As part of an on-going discussion on academic transparency and openness, we have decided to publish the historic academic data (no. submissions, acceptance rate, etc.) for WikiSym, now OpenSym. Please find it on the Historic Data page. This data has always been made available as part of the foreword to each year’s proceedings, but now it is available at one glance and not hidden away in some archive.

We intend to ensure a high quality of publications (which implies selectivity). We believe that the combination of a high quality of community events at OpenSym (workshops, tutorials, panels, demos, etc.) together with a high-quality academic program is the way to go to keep building a vibrant community at the conference. We believe this will support the scope extension from the more narrow WikiSym to the broader OpenSym in 2014.
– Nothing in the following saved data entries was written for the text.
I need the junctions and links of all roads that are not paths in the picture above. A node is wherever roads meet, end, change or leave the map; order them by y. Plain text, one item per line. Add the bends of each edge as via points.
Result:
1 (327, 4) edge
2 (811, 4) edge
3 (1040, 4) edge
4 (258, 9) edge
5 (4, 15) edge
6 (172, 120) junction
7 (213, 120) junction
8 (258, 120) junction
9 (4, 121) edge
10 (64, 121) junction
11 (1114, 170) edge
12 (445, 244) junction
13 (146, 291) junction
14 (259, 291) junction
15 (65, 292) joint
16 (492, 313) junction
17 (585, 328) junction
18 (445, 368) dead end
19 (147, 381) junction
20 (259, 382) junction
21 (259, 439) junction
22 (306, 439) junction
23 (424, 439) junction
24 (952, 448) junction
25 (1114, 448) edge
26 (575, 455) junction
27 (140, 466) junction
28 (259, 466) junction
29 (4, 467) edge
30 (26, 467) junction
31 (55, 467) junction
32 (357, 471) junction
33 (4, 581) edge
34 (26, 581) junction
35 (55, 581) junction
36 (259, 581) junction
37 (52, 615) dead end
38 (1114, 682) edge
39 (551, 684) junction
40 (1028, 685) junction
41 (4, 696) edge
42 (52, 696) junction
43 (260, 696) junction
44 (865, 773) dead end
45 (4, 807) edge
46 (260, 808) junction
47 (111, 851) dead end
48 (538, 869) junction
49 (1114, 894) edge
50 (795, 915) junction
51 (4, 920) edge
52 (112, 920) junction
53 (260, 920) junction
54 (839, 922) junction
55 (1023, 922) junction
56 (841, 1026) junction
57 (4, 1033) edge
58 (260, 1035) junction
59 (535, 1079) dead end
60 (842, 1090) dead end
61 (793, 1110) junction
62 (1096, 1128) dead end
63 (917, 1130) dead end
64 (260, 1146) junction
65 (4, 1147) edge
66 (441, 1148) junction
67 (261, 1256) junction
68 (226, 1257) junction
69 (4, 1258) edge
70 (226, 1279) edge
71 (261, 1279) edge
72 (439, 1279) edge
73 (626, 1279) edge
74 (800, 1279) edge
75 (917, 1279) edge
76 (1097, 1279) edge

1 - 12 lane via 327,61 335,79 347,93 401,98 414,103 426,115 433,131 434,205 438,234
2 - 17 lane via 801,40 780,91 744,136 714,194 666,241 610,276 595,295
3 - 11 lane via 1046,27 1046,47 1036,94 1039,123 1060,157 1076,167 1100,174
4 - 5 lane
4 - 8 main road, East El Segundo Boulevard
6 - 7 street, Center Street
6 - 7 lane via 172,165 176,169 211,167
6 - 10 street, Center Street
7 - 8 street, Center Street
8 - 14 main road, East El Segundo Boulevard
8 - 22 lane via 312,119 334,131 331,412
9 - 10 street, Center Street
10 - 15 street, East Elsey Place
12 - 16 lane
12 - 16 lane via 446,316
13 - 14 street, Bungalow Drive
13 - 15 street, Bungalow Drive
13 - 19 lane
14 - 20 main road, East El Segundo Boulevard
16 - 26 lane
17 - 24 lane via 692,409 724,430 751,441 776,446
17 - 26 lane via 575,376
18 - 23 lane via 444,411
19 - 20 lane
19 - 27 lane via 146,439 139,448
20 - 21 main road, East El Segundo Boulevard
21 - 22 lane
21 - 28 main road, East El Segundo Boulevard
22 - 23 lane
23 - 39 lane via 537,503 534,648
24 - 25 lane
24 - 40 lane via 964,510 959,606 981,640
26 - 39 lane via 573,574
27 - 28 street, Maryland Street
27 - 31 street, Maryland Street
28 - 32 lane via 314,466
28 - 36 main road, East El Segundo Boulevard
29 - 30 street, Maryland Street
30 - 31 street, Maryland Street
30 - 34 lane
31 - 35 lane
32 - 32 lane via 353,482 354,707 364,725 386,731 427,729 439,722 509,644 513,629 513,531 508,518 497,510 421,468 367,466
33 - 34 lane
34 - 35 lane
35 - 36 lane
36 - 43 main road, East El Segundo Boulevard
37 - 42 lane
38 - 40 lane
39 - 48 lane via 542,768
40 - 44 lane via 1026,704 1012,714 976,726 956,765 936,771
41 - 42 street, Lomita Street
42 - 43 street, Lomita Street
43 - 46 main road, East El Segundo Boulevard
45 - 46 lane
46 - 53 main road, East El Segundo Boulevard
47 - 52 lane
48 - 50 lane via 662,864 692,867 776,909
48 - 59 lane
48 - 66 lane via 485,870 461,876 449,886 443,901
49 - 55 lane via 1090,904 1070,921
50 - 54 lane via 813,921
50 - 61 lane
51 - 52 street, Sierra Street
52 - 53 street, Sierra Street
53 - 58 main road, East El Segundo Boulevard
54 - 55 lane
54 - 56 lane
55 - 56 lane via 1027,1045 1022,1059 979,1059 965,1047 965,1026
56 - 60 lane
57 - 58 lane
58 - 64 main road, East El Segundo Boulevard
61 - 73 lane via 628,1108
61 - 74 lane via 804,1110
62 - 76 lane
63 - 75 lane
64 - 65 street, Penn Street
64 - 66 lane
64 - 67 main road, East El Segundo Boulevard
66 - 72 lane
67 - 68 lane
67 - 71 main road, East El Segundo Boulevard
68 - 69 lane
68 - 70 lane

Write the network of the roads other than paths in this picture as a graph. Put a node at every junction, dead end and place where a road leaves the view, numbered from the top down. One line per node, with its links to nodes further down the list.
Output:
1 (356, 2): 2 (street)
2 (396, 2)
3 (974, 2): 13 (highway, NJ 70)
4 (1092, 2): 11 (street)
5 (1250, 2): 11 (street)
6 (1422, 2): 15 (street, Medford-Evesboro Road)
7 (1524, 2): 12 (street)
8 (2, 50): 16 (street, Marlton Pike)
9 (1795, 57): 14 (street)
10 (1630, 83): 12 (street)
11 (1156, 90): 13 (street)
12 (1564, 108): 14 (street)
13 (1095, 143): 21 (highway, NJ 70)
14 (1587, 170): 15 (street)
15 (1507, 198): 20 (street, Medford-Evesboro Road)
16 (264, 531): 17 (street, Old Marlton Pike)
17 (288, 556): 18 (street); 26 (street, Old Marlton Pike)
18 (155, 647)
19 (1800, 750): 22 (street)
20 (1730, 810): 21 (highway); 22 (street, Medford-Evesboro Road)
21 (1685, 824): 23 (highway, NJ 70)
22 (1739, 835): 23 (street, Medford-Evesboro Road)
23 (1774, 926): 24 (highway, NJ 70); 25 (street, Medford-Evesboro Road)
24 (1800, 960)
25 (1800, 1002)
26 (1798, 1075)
OpenSym Impact Factor, Metrics, etc.

The renaming of WikiSym to OpenSym and the scope extension from “everything wiki” to “everything open” has invalidated various metrics of scholarly assessment and so we wanted to ask your opinion on how to position the revamped conference.

In the past, WikiSym was a computer science conference. The influx of Wikipedia researchers has benefitted the conference and the community and extended our scope. Still, WikiSym had a strong computer science focus. The expected influx of open access, open data, open source, open educational resources, open innovation, etc. research will further sharpen the profile of the conference. We certainly won’t be a pure computer science conference any longer.